Bank ‘preparing £50bn bank package’
Banks’ interlending difficulties could be eased by a £50 billion package reportedly being planned by the Bank of England.
The BBC says the central bank is hoping to offer banks government bonds, one of the safest investments, in exchange for mortgages held by British banks – whose value has been affected by the US housing crisis.
Government bonds will have a maturity of up to a year under the reported plans, meaning under existing accounting procedures they will not be considered part of the country’s national debt.
US Federal Reserve chairman Ben Bernanke announced a similar move to US banks for troubled subprime loans earlier this month alongside measures to allow investment banks to borrow directly from the American central bank.

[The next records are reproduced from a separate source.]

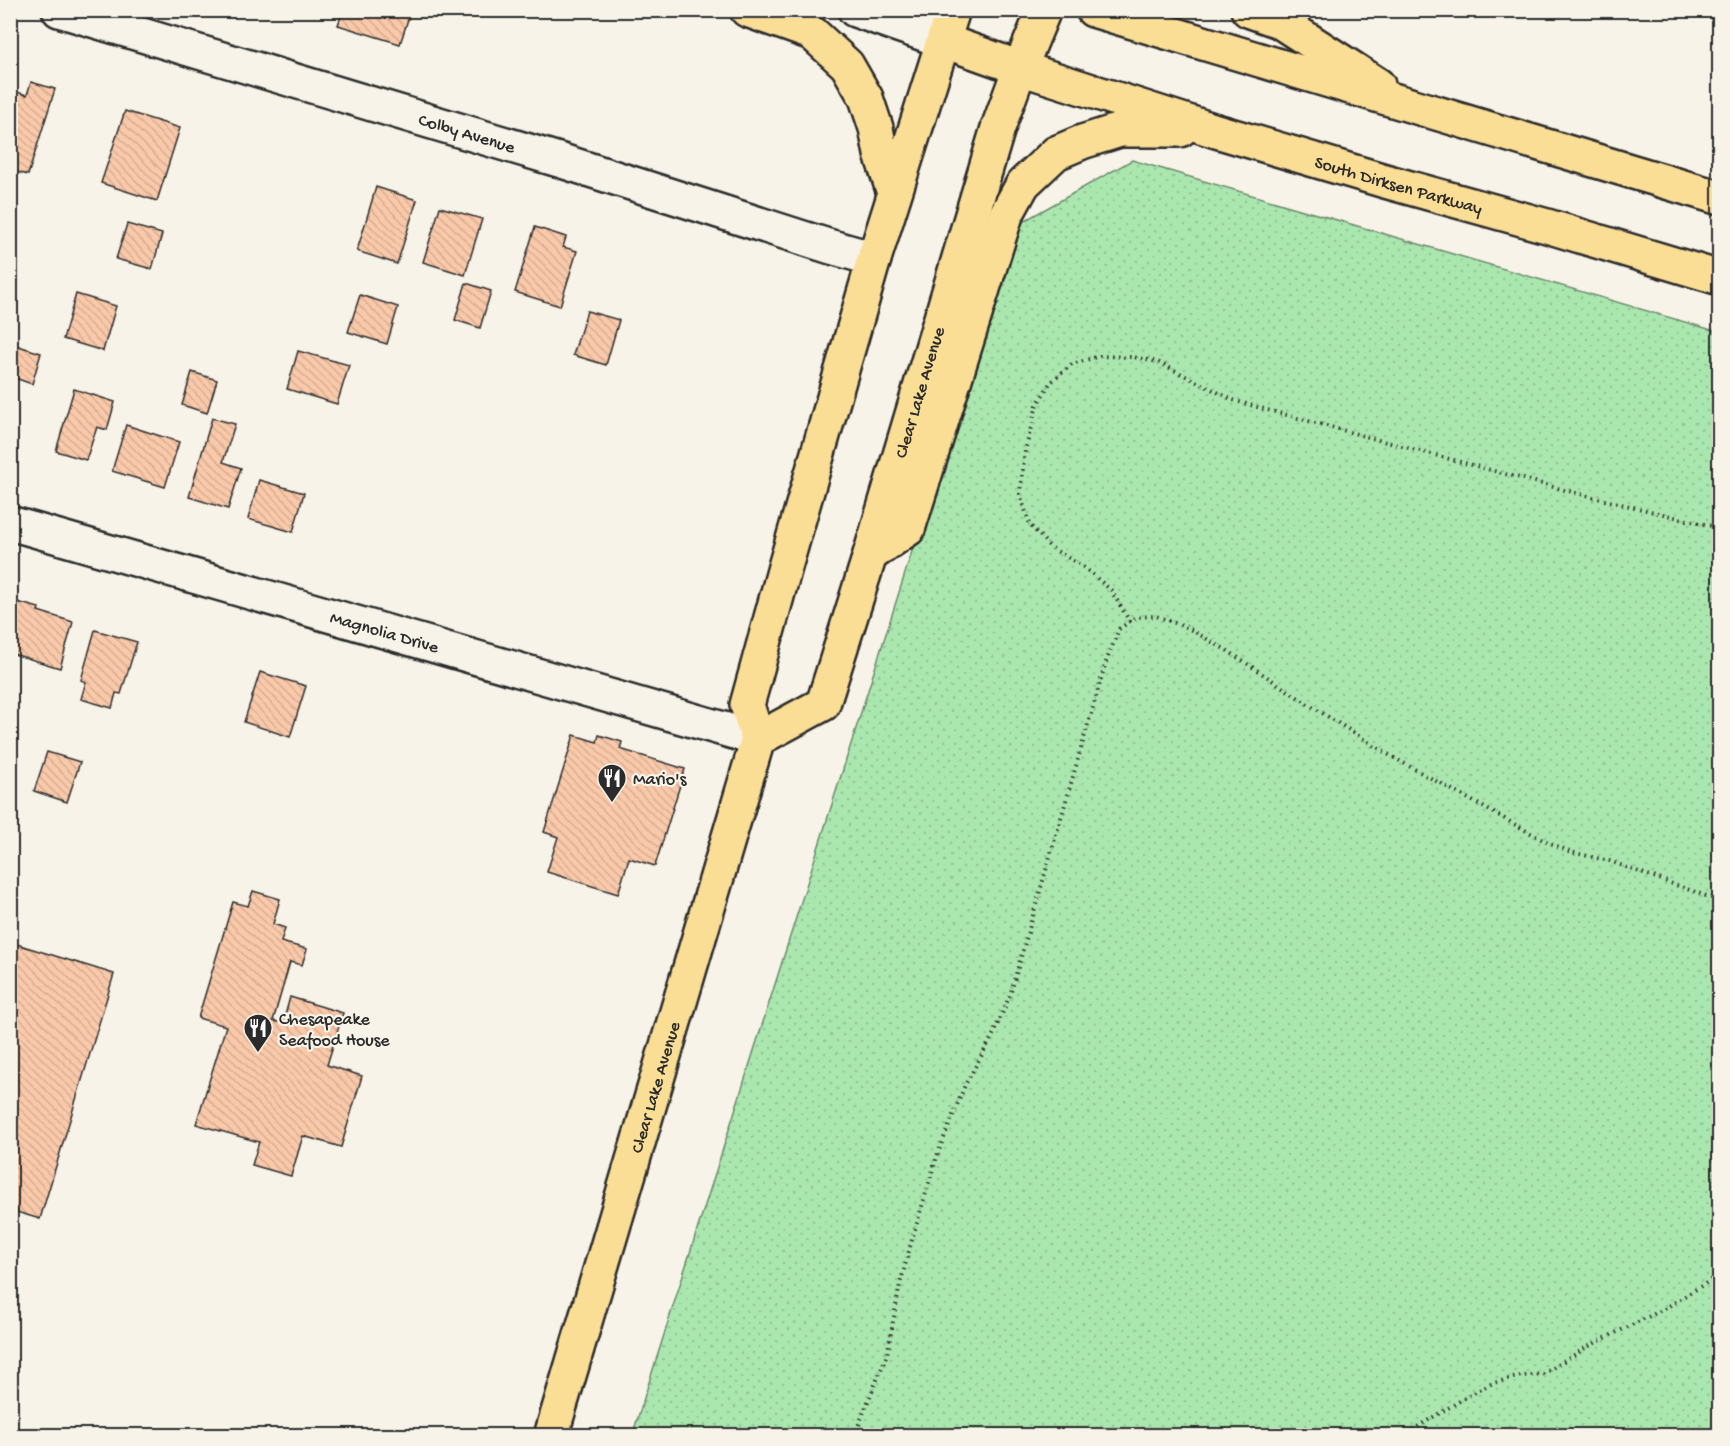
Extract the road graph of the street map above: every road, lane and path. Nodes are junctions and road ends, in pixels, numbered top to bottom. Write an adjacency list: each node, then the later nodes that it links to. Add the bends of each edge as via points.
1 (59, 10): 13 (street, Colby Avenue)
2 (747, 10): 11 (main road, via 812,33 847,65 866,98)
3 (855, 10): 7 (street)
4 (1044, 10): 8 (main road, Clear Lake Avenue)
5 (1093, 10): 9 (main road)
6 (1248, 10): 9 (main road, via 1279,21)
7 (949, 26): 8 (main road, South Dirksen Parkway); 11 (main road)
8 (1020, 68): 10 (main road, South Dirksen Parkway); 17 (main road, Clear Lake Avenue, via 998,128)
9 (1410, 105): 12 (main road)
10 (1214, 130): 14 (main road, South Dirksen Parkway); 17 (main road, via 1120,130 1056,153 1023,184 1006,214 908,530)
11 (894, 193): 13 (main road)
12 (1719, 198)
13 (874, 258): 19 (main road, via 747,705)
14 (1719, 278)
15 (10, 523): 19 (street, Magnolia Drive)
16 (1719, 528): 18 (path, via 1233,400 1158,362 1100,356 1072,364 1050,383 1037,405 1025,451 1020,494 1030,525 1050,547 1085,568 1111,590)
17 (870, 555): 19 (main road, Clear Lake Avenue, via 823,704)
18 (1130, 621): 20 (path, via 1156,616 1186,627 1389,755 1543,840); 23 (path, via 1119,629 1106,662 1010,995 993,1035 964,1085 938,1153 900,1284 887,1355)
19 (758, 739): 22 (main road, Clear Lake Avenue)
20 (1719, 901)
21 (1719, 1273): 24 (path, via 1664,1309 1543,1374 1493,1383)
22 (551, 1436)
23 (854, 1436)
24 (1402, 1436)

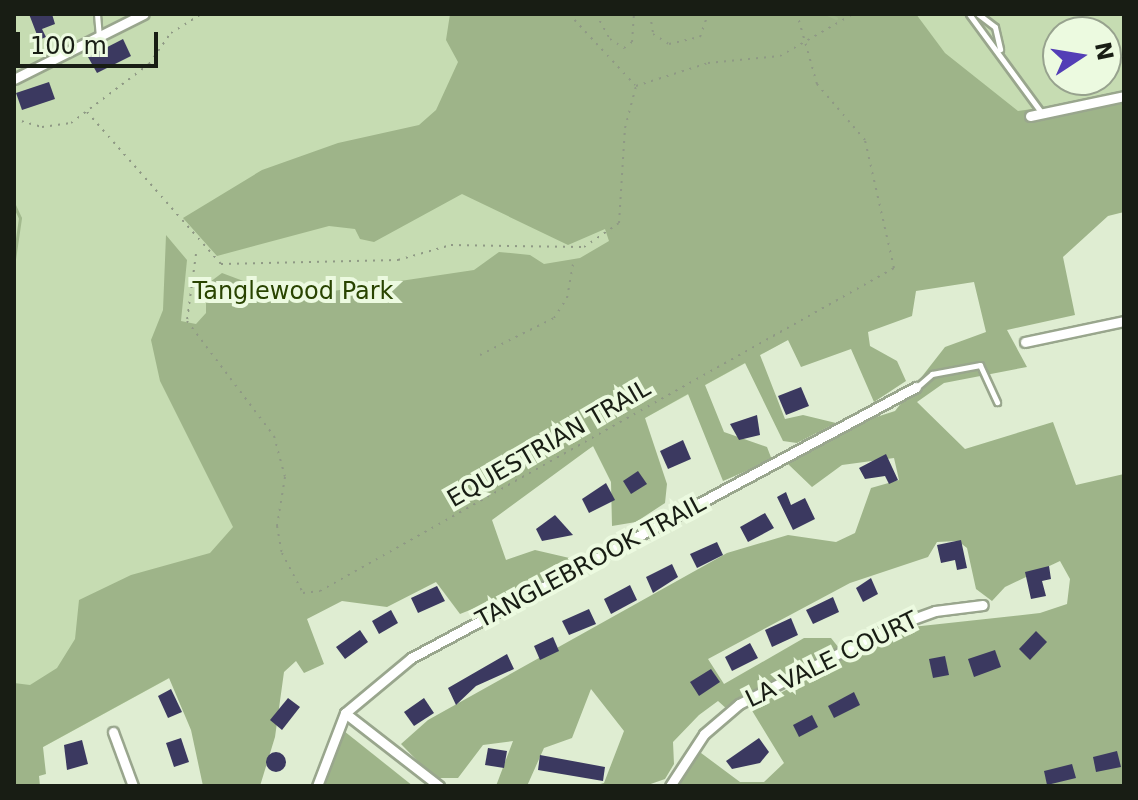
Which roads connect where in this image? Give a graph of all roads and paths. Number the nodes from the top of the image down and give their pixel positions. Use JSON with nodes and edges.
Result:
{"nodes":[{"id":1,"x":97,"y":14,"type":"edge"},
{"id":2,"x":144,"y":14,"type":"edge"},
{"id":3,"x":201,"y":14,"type":"edge"},
{"id":4,"x":569,"y":14,"type":"edge"},
{"id":5,"x":596,"y":14,"type":"edge"},
{"id":6,"x":634,"y":14,"type":"edge"},
{"id":7,"x":650,"y":14,"type":"edge"},
{"id":8,"x":708,"y":14,"type":"edge"},
{"id":9,"x":797,"y":14,"type":"edge"},
{"id":10,"x":853,"y":14,"type":"edge"},
{"id":11,"x":969,"y":14,"type":"edge"},
{"id":12,"x":978,"y":14,"type":"edge"},
{"id":13,"x":99,"y":36,"type":"junction"},
{"id":14,"x":803,"y":45,"type":"junction"},
{"id":15,"x":1000,"y":50,"type":"junction"},
{"id":16,"x":14,"y":79,"type":"edge"},
{"id":17,"x":636,"y":86,"type":"junction"},
{"id":18,"x":1124,"y":96,"type":"edge"},
{"id":19,"x":87,"y":112,"type":"junction"},
{"id":20,"x":1042,"y":113,"type":"junction"},
{"id":21,"x":1030,"y":116,"type":"dead end"},
{"id":22,"x":14,"y":119,"type":"edge"},
{"id":23,"x":615,"y":229,"type":"junction"},
{"id":24,"x":620,"y":234,"type":"dead end"},
{"id":25,"x":196,"y":254,"type":"dead end"},
{"id":26,"x":573,"y":265,"type":"dead end"},
{"id":27,"x":1124,"y":321,"type":"edge"},
{"id":28,"x":1025,"y":342,"type":"dead end"},
{"id":29,"x":480,"y":355,"type":"dead end"},
{"id":30,"x":916,"y":387,"type":"joint"},
{"id":31,"x":997,"y":402,"type":"dead end"},
{"id":32,"x":983,"y":605,"type":"dead end"},
{"id":33,"x":345,"y":713,"type":"junction"},
{"id":34,"x":113,"y":732,"type":"dead end"},
{"id":35,"x":133,"y":786,"type":"edge"},
{"id":36,"x":317,"y":786,"type":"edge"},
{"id":37,"x":439,"y":786,"type":"edge"},
{"id":38,"x":670,"y":786,"type":"edge"}],
"edges":[{"from":1,"to":13,"type":"lane"},
{"from":2,"to":13,"type":"street"},
{"from":3,"to":19,"type":"path"},
{"from":4,"to":17,"type":"path"},
{"from":5,"to":6,"type":"path"},
{"from":7,"to":8,"type":"path"},
{"from":9,"to":14,"type":"path","name":"EQUESTRIAN TRAIL"},
{"from":10,"to":14,"type":"path"},
{"from":11,"to":15,"type":"lane"},
{"from":12,"to":15,"type":"lane"},
{"from":13,"to":16,"type":"street"},
{"from":14,"to":17,"type":"path"},
{"from":14,"to":25,"type":"path","name":"EQUESTRIAN TRAIL"},
{"from":15,"to":20,"type":"lane"},
{"from":17,"to":23,"type":"path"},
{"from":18,"to":20,"type":"street"},
{"from":19,"to":22,"type":"path"},
{"from":19,"to":23,"type":"path"},
{"from":20,"to":21,"type":"street"},
{"from":23,"to":24,"type":"path"},
{"from":26,"to":29,"type":"path"},
{"from":27,"to":28,"type":"street"},
{"from":30,"to":31,"type":"lane"},
{"from":30,"to":33,"type":"street","name":"TANGLEBROOK TRAIL"},
{"from":32,"to":38,"type":"street","name":"LA VALE COURT"},
{"from":33,"to":36,"type":"street","name":"TANGLEBROOK TRAIL"},
{"from":33,"to":37,"type":"street"},
{"from":34,"to":35,"type":"street"}]}
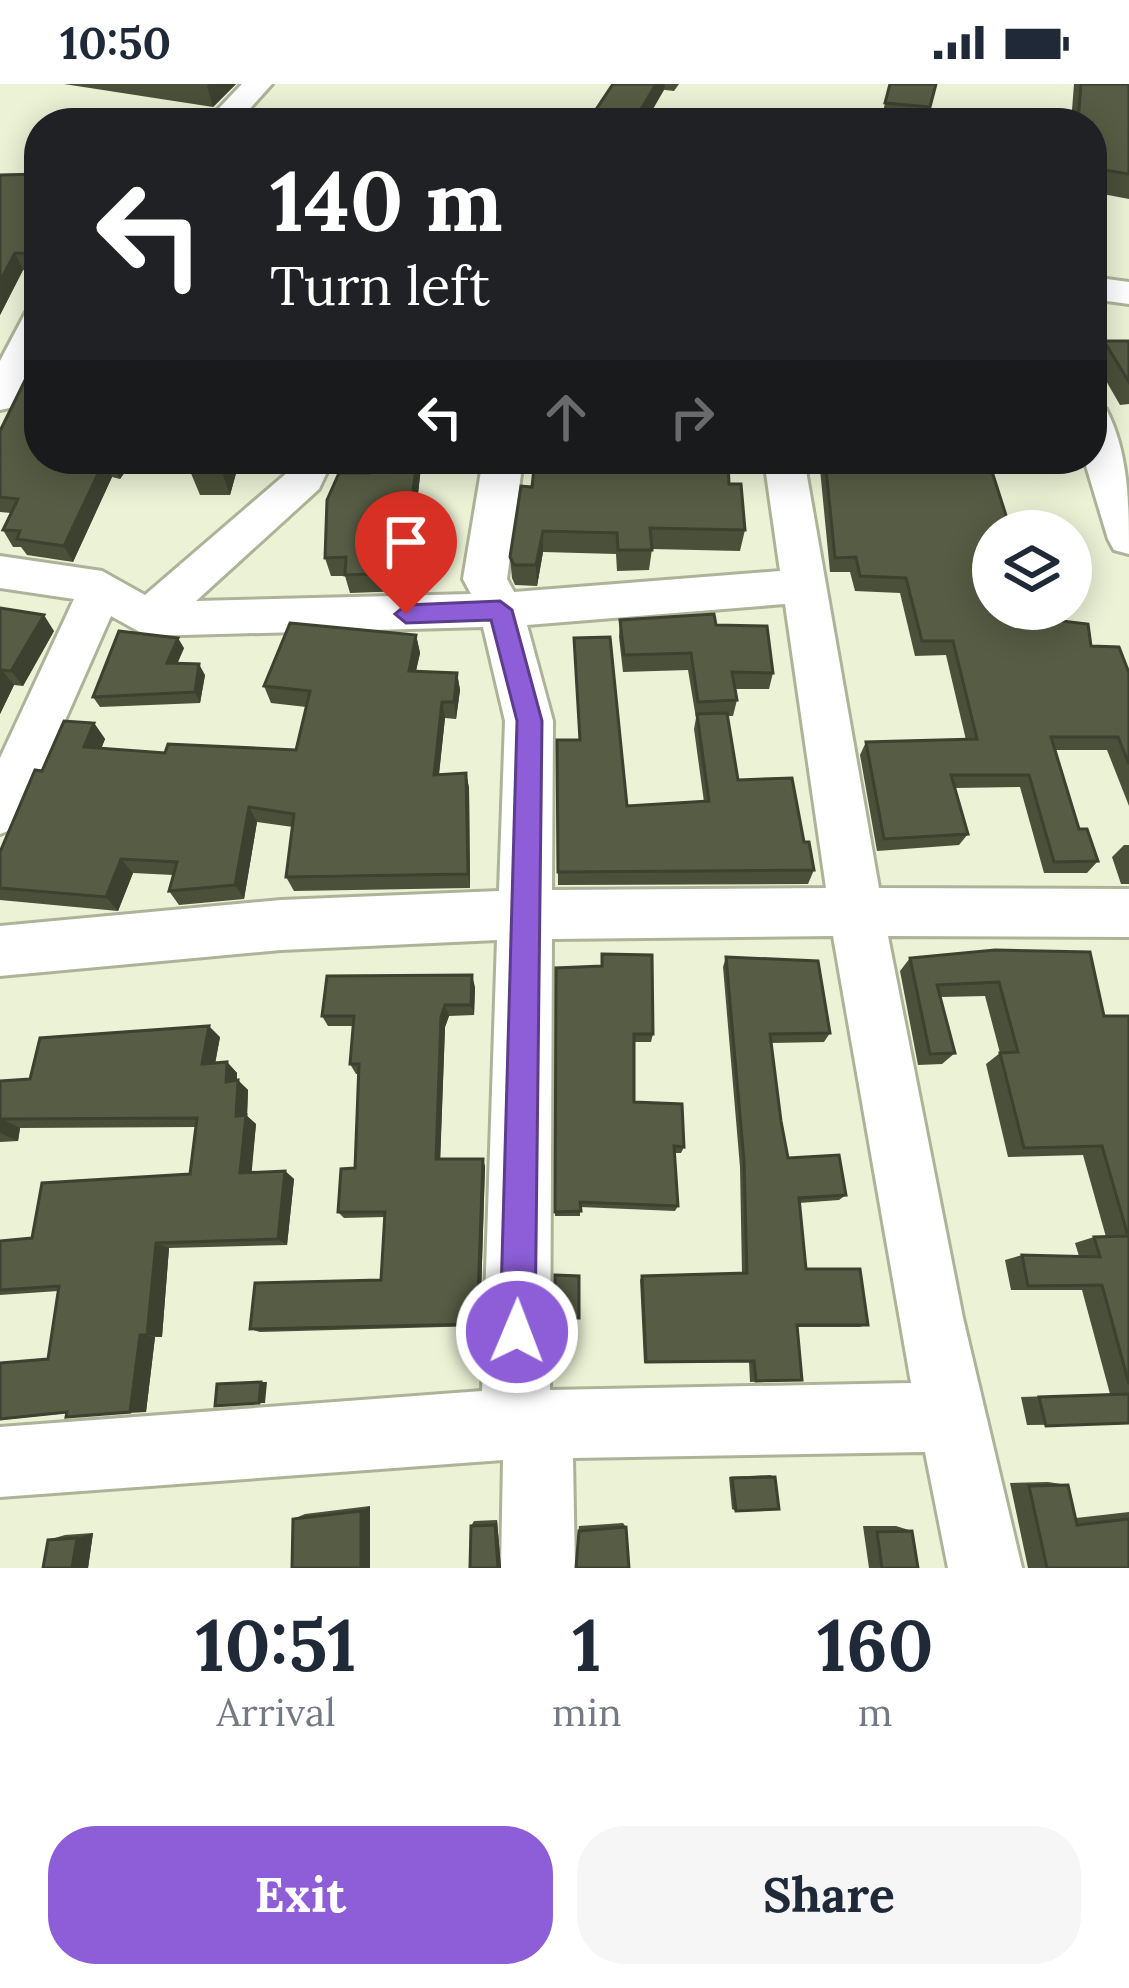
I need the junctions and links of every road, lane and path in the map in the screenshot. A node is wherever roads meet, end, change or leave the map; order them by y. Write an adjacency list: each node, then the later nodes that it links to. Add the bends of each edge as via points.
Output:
1 (258, 84): 2 (street)
2 (235, 108)
3 (24, 348): 4 (street)
4 (2, 389)
5 (1107, 467): 9 (street)
6 (307, 474): 14 (street)
7 (501, 474): 13 (street, via 485,579)
8 (786, 474): 11 (street)
9 (1129, 539)
10 (0, 572): 12 (street)
11 (801, 586): 13 (street); 16 (street)
12 (102, 587): 14 (street); 15 (street)
13 (500, 610): 14 (street); 18 (street, via 530,721)
14 (147, 619)
15 (0, 812)
16 (856, 912): 17 (street); 18 (street); 20 (street)
17 (1129, 913)
18 (526, 916): 19 (street, via 123,936); 21 (street)
19 (0, 951)
20 (953, 1418): 21 (street); 24 (street)
21 (527, 1425): 22 (street); 23 (street)
22 (0, 1462)
23 (538, 1568)
24 (985, 1568)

The inability of US homeowners to meet mortgage payments has led to global concerns as investment banks had created securities tied to these loans that were sold to investors and institutions around the world.
Financial institutions around the world have written off close to $200 billion (£100 billion) as housing investments turned worthless, with the world’s biggest investment banks such as Citigroup, Merrill Lynch and UBS reporting quarterly losses in the billions due to the defaults.
Banks have hoarded cash since then in order to deal with their losses leading to a lack of availability of funds in the credit markets.
The relatively higher rate of interest charged on banks’ lending to each other is a result of uncertainty in the global markets which the Bank of England is now acting to ease by offering bank’s safe capital in exchange for assets of doubtful value.
Earlier this year, the government nationalised mortgage specialist Northern Rock as it struggled to finance itself in the wake of the credit crisis.